— About this exercise —
Go through the records and show each line where the word "Bolera" occurs.

— Extracted data entries —
BEGIN

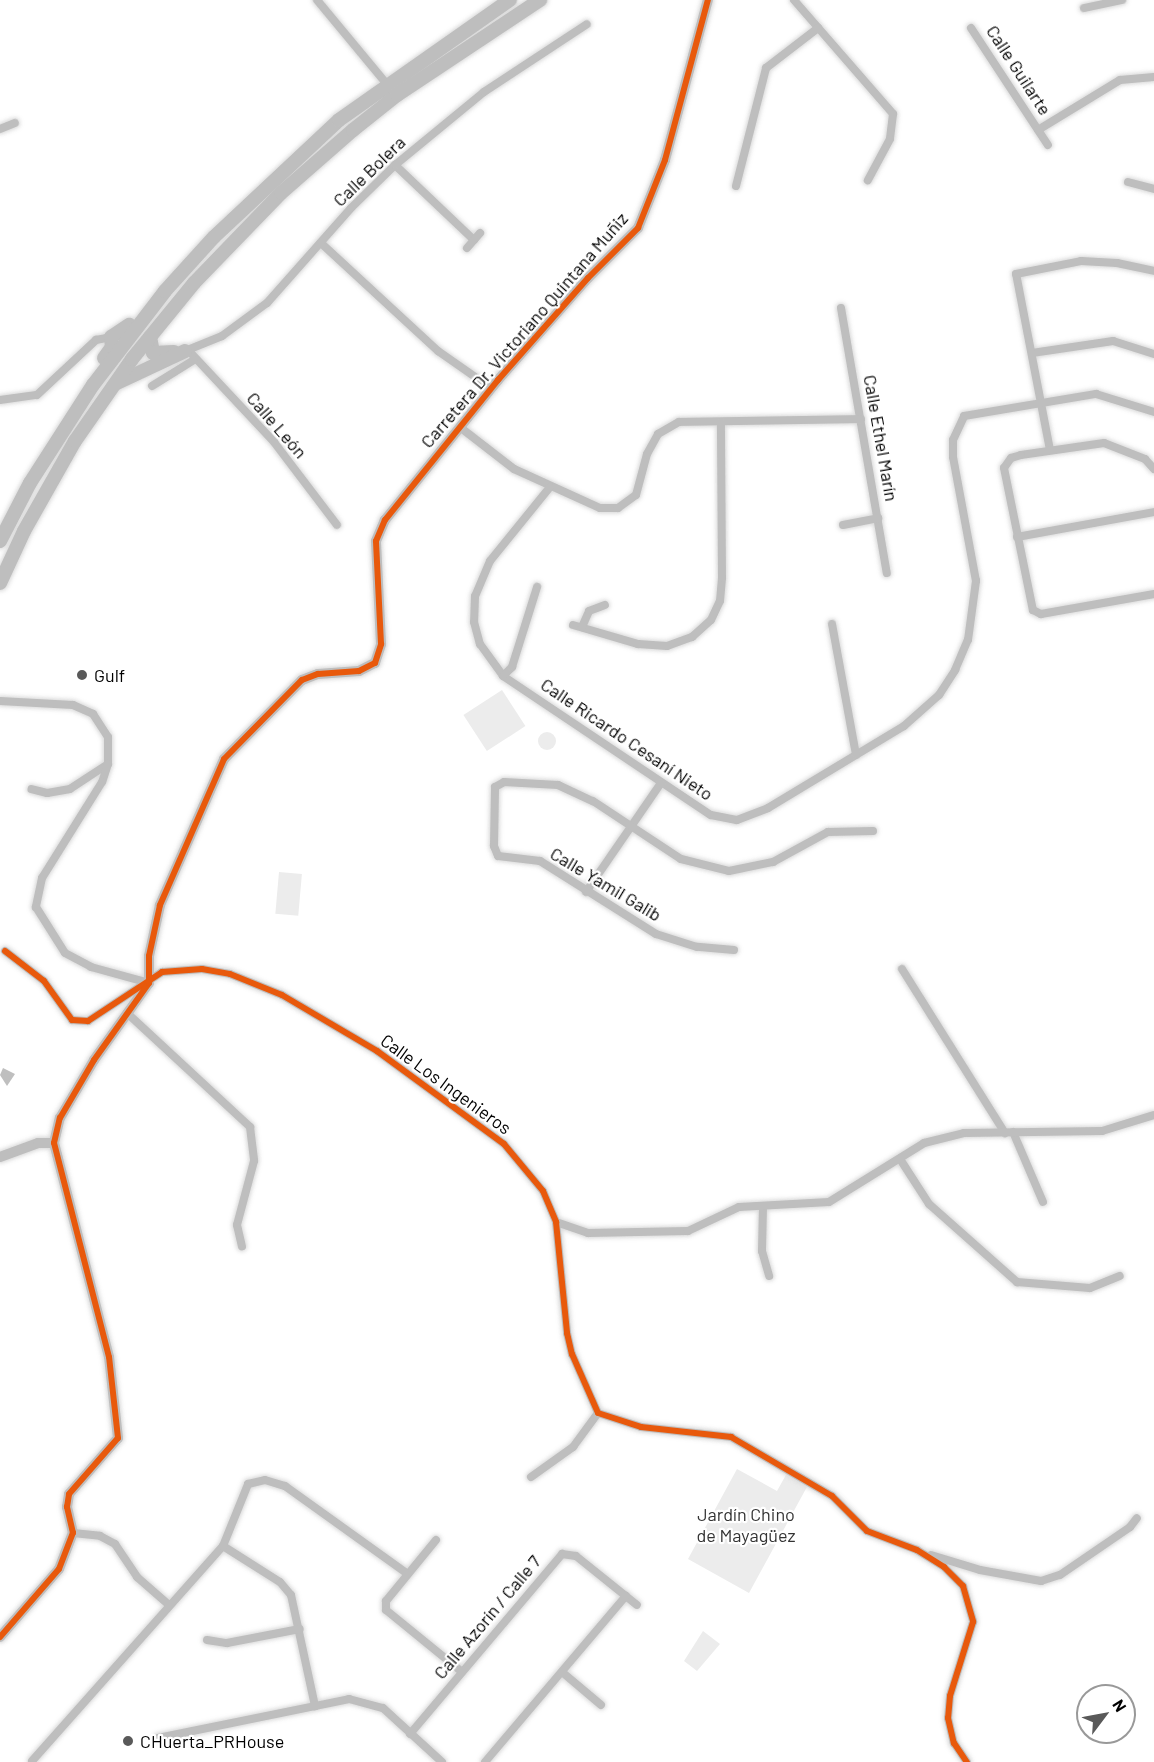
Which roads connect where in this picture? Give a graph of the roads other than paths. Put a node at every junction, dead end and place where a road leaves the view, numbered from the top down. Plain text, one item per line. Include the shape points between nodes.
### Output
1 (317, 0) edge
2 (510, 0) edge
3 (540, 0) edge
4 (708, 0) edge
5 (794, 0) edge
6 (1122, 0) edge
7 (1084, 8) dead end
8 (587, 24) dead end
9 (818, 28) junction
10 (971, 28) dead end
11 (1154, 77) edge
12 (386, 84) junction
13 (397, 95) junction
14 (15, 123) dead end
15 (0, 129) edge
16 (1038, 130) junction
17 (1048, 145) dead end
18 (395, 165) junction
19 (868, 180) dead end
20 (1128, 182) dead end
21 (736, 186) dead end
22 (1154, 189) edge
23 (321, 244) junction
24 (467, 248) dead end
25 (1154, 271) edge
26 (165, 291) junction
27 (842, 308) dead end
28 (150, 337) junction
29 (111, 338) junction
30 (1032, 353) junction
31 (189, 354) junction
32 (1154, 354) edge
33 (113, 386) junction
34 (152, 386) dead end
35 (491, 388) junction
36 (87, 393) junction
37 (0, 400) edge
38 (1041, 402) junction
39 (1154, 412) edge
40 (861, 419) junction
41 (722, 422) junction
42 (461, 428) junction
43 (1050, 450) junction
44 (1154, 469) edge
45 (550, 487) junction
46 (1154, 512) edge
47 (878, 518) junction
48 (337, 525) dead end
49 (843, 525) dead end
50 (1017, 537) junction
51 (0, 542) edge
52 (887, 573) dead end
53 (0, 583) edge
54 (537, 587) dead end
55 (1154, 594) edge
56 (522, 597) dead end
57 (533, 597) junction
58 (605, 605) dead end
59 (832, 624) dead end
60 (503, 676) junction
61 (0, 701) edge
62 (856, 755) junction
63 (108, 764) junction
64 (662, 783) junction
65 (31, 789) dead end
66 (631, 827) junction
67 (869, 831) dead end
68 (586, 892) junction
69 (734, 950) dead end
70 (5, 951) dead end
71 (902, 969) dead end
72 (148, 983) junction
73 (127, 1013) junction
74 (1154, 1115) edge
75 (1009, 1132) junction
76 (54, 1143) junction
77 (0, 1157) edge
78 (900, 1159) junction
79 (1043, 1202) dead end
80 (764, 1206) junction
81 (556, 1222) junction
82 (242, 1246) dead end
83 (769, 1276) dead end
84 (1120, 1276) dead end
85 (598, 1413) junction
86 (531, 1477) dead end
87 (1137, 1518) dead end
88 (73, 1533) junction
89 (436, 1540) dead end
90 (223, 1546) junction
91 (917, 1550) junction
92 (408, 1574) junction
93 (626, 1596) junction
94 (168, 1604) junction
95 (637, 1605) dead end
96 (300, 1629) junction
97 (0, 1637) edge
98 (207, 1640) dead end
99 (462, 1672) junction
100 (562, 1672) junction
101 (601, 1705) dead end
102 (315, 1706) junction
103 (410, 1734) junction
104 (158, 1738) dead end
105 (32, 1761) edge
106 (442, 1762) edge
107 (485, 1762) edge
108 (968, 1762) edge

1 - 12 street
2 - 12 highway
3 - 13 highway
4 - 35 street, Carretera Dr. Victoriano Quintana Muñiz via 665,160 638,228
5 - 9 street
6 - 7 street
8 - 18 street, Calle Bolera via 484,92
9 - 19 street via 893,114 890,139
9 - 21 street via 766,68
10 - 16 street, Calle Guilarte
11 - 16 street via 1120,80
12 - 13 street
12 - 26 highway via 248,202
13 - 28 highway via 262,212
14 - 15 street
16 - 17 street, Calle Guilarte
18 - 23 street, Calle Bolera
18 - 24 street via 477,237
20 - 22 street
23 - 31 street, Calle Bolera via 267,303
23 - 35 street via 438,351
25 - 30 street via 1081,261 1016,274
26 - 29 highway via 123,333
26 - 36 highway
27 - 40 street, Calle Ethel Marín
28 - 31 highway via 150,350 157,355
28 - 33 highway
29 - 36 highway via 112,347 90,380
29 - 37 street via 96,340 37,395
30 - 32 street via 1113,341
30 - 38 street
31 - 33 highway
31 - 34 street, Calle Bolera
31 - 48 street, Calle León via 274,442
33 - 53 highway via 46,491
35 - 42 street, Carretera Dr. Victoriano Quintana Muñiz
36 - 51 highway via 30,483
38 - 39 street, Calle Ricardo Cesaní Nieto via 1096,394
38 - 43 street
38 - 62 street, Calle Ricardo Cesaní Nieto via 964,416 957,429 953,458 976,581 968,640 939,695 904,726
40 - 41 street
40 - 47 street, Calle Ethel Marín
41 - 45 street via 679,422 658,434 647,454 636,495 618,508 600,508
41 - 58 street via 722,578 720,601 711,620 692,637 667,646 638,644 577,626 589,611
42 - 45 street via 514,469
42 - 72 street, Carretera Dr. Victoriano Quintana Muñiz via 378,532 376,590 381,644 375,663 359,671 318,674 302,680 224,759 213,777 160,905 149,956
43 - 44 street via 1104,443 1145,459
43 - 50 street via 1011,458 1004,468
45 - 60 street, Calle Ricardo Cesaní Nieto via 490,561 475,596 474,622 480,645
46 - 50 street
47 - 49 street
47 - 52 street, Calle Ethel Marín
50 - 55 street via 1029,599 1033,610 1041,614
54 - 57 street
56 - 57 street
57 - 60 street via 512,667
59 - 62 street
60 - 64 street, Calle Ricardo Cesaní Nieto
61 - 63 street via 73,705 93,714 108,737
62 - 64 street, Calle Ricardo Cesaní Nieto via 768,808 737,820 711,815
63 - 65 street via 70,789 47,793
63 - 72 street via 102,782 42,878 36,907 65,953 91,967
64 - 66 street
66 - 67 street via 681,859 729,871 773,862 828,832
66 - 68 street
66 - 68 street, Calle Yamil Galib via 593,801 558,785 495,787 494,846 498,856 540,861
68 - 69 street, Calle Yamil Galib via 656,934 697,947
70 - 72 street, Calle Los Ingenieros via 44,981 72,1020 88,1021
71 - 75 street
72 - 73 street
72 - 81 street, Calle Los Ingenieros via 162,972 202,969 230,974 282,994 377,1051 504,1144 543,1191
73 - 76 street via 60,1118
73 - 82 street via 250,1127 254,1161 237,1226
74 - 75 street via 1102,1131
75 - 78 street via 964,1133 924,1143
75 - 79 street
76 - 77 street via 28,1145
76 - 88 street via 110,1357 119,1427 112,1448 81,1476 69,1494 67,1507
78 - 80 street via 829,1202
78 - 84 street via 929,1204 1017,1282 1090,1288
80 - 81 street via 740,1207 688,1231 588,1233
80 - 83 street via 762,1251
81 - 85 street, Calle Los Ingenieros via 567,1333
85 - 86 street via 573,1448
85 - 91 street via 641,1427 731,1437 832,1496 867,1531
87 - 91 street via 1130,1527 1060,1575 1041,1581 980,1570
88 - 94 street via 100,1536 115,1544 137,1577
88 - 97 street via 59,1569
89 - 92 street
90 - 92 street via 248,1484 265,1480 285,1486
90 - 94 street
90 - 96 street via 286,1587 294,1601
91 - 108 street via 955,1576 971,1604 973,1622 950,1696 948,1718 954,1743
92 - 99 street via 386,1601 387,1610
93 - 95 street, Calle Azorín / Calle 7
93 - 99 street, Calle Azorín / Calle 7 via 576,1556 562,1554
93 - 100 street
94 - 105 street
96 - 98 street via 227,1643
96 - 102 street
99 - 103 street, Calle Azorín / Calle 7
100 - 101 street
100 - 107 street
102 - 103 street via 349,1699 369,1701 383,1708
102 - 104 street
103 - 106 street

END
BEGIN

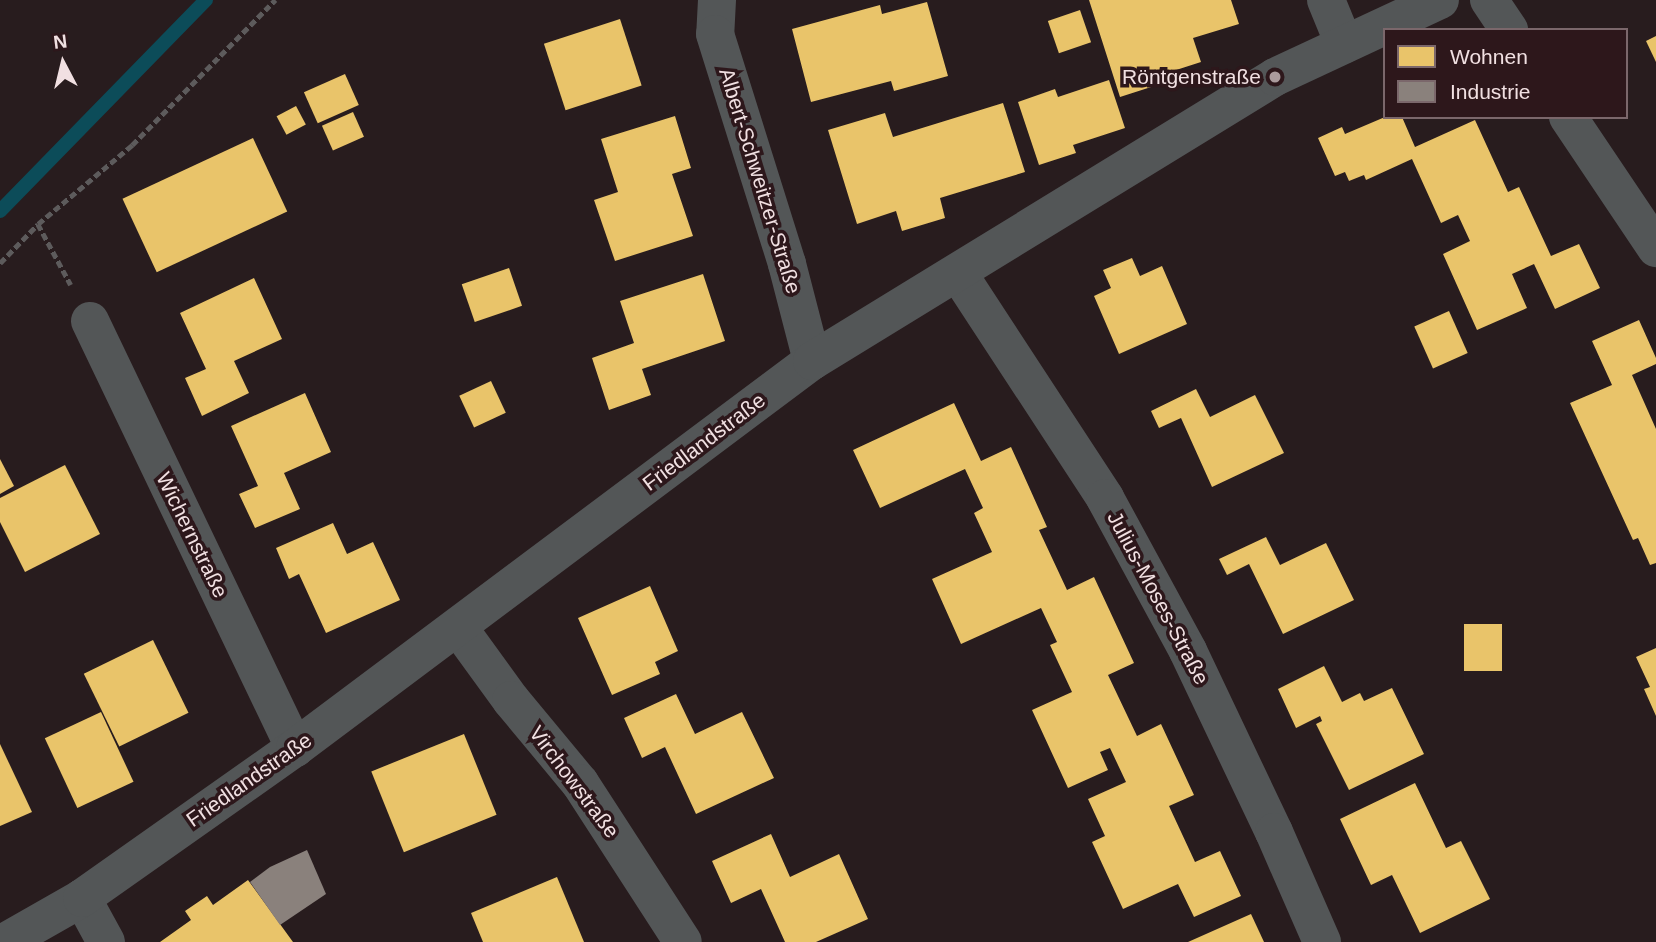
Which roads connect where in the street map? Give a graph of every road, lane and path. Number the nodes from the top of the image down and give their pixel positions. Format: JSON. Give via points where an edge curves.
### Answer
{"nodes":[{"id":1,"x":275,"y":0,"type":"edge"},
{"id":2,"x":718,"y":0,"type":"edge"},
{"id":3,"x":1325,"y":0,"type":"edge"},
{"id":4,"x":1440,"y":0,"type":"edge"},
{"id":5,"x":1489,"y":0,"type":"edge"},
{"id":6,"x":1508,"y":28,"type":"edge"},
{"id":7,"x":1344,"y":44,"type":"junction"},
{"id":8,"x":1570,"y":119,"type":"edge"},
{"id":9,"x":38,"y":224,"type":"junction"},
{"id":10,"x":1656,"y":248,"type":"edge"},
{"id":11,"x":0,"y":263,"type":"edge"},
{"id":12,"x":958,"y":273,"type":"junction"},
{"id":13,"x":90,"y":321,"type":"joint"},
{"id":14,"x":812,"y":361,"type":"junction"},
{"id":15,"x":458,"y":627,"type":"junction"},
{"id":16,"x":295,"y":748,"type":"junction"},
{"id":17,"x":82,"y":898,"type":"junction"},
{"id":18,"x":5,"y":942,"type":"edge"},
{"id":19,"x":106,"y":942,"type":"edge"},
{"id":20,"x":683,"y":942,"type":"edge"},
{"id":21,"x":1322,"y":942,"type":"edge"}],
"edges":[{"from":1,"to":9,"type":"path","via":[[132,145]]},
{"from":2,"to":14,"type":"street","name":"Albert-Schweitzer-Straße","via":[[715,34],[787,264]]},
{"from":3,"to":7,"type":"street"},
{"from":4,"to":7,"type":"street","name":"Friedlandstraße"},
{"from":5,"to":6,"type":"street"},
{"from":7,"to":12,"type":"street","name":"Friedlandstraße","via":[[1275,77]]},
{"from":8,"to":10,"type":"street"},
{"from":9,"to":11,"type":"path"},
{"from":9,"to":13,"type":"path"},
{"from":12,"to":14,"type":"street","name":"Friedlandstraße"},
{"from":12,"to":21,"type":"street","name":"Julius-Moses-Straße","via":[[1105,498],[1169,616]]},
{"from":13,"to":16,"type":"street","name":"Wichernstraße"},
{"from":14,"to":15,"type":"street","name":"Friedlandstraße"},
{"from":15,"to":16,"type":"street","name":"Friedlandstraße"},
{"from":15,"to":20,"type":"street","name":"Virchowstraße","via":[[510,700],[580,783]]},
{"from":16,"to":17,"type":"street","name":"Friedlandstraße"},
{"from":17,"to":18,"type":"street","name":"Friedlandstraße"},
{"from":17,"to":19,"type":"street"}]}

END
BEGIN

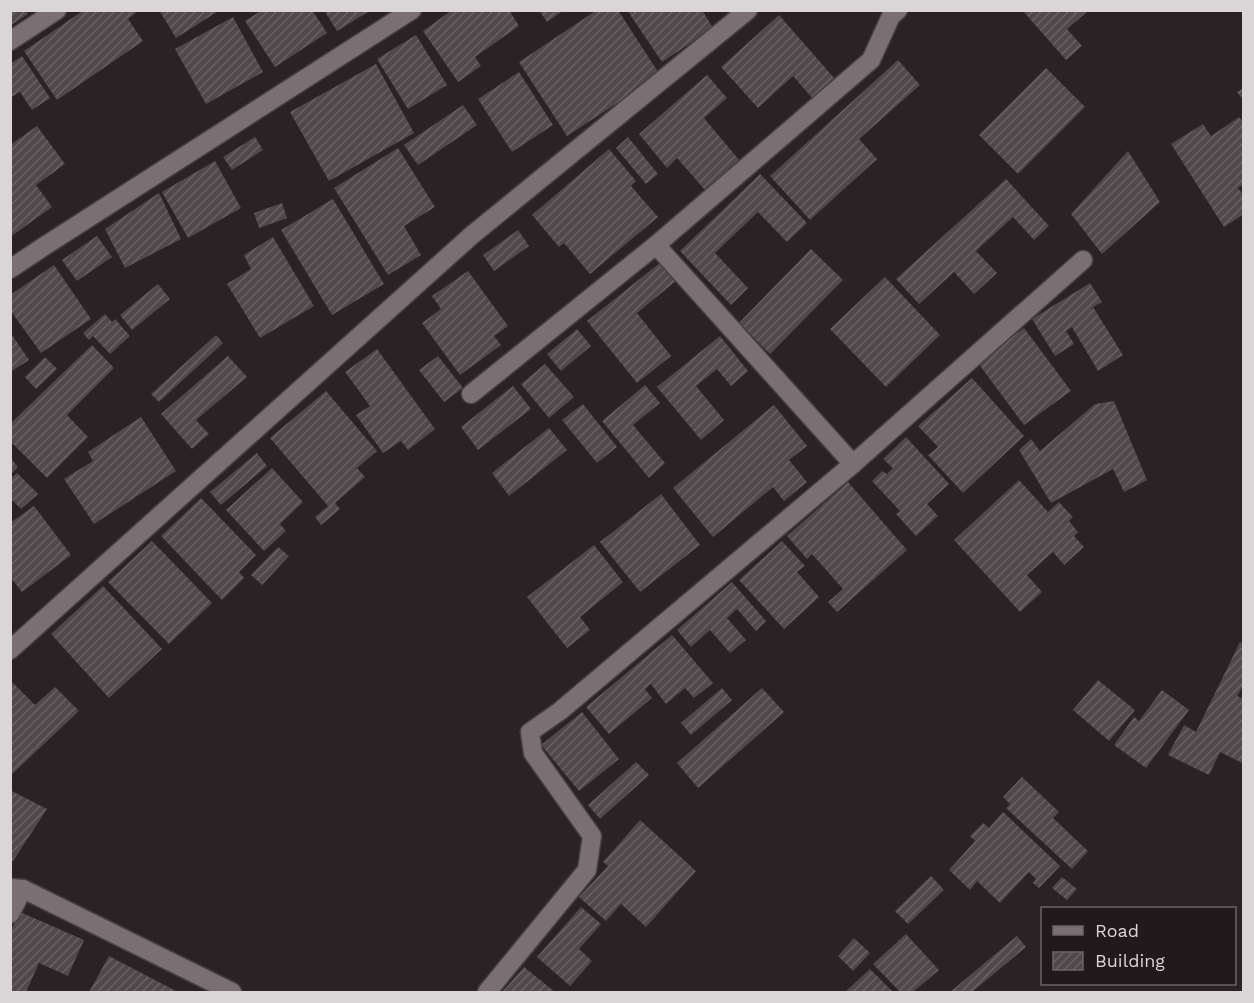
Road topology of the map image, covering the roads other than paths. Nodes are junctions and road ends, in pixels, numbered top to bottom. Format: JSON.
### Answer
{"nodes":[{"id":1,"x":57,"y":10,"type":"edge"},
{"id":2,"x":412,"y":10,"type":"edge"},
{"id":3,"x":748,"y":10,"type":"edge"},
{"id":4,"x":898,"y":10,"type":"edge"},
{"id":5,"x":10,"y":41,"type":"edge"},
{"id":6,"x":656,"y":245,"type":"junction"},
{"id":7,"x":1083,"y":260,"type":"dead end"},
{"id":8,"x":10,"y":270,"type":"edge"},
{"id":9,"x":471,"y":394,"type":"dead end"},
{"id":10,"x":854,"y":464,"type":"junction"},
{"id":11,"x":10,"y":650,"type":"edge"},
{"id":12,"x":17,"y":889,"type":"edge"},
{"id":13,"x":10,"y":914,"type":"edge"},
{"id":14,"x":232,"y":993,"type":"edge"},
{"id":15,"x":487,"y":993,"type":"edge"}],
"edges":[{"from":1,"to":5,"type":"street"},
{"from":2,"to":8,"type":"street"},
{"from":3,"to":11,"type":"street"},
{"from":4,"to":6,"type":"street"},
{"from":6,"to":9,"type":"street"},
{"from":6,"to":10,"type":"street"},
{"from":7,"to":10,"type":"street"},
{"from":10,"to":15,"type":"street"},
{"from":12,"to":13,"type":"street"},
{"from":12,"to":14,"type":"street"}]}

END

— Answer section —
8 - 18 street, Calle Bolera via 484,92
18 - 23 street, Calle Bolera
23 - 31 street, Calle Bolera via 267,303
31 - 34 street, Calle Bolera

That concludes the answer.